In process-based data loading, each process runs the entire pipeline. The pipeline is implemented as DataSet.
flowchart
subgraph P1[Process 3]
direction TB
S10[src] --> S11[Stage 1] --> S12[Stage 2]
end
subgraph P2[Process 2]
direction TB
S20[src] --> S21[Stage 1] --> S22[Stage 2]
end
subgraph P3[Process 1]
direction TB
S30[src] --> S31[Stage 1] --> S32[Stage 2]
end
Whereas SPDL parallelizes the the pipeline stage-by-stage, using different concurrency.
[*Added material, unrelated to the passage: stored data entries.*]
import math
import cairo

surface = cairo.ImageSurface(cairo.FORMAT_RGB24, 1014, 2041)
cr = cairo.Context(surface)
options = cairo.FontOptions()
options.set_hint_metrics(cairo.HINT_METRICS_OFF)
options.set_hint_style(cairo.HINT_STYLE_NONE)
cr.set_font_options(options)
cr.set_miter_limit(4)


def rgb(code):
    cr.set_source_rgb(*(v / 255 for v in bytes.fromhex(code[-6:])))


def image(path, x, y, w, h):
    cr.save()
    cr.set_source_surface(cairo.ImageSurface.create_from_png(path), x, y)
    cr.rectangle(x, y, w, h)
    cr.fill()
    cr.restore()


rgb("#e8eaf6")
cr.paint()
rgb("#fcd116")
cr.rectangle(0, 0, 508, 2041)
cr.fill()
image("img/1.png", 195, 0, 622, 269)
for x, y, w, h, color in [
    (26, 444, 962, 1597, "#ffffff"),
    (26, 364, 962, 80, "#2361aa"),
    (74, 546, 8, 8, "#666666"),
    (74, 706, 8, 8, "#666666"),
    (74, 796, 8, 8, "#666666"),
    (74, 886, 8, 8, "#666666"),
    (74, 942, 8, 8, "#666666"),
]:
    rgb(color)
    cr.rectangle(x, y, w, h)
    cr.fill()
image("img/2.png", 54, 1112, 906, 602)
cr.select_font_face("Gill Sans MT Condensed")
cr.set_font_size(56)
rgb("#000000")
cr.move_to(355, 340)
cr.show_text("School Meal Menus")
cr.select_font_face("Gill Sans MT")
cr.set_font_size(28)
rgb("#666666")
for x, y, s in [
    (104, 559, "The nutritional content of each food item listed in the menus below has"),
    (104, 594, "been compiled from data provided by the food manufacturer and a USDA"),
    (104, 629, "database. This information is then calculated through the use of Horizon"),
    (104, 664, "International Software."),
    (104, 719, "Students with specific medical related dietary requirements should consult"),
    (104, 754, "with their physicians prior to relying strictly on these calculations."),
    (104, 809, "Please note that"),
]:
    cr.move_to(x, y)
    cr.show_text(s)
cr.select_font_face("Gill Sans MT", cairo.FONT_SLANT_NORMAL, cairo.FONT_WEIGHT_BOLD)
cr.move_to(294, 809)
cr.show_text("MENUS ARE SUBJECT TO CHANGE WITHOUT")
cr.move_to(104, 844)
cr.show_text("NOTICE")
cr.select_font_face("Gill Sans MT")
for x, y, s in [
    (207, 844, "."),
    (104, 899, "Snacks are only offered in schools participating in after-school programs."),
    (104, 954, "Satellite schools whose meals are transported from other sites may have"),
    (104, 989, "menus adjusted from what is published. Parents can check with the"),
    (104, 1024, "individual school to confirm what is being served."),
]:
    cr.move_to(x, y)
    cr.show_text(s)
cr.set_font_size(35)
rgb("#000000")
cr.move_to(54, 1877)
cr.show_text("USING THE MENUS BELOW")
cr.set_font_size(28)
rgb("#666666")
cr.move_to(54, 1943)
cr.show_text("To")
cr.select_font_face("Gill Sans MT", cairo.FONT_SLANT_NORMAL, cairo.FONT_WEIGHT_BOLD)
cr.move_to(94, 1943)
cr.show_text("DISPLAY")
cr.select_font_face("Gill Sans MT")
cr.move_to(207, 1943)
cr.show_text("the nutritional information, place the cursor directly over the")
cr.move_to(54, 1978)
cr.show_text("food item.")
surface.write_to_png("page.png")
This approach is better fit for achieving higher throughput.
flowchart
subgraph P1[Stage 1]
direction TB
T11[Task 1]
T12[Task 2]
T13[Task 3]
end
subgraph P2[Stage 2]
direction TB
T21[Task 1]
T22[Task 2]
end
subgraph P3[Stage 3]
direction TB
T31[Task 1]
end
src --> P1 --> P2 --> P3
It is worth noting that in this setup, there is no equivalent of Dataset class.
This paradigm shift makes it difficult to achieve mechanical update (such as one-line-change or swap-the-class type of update) to SPDL.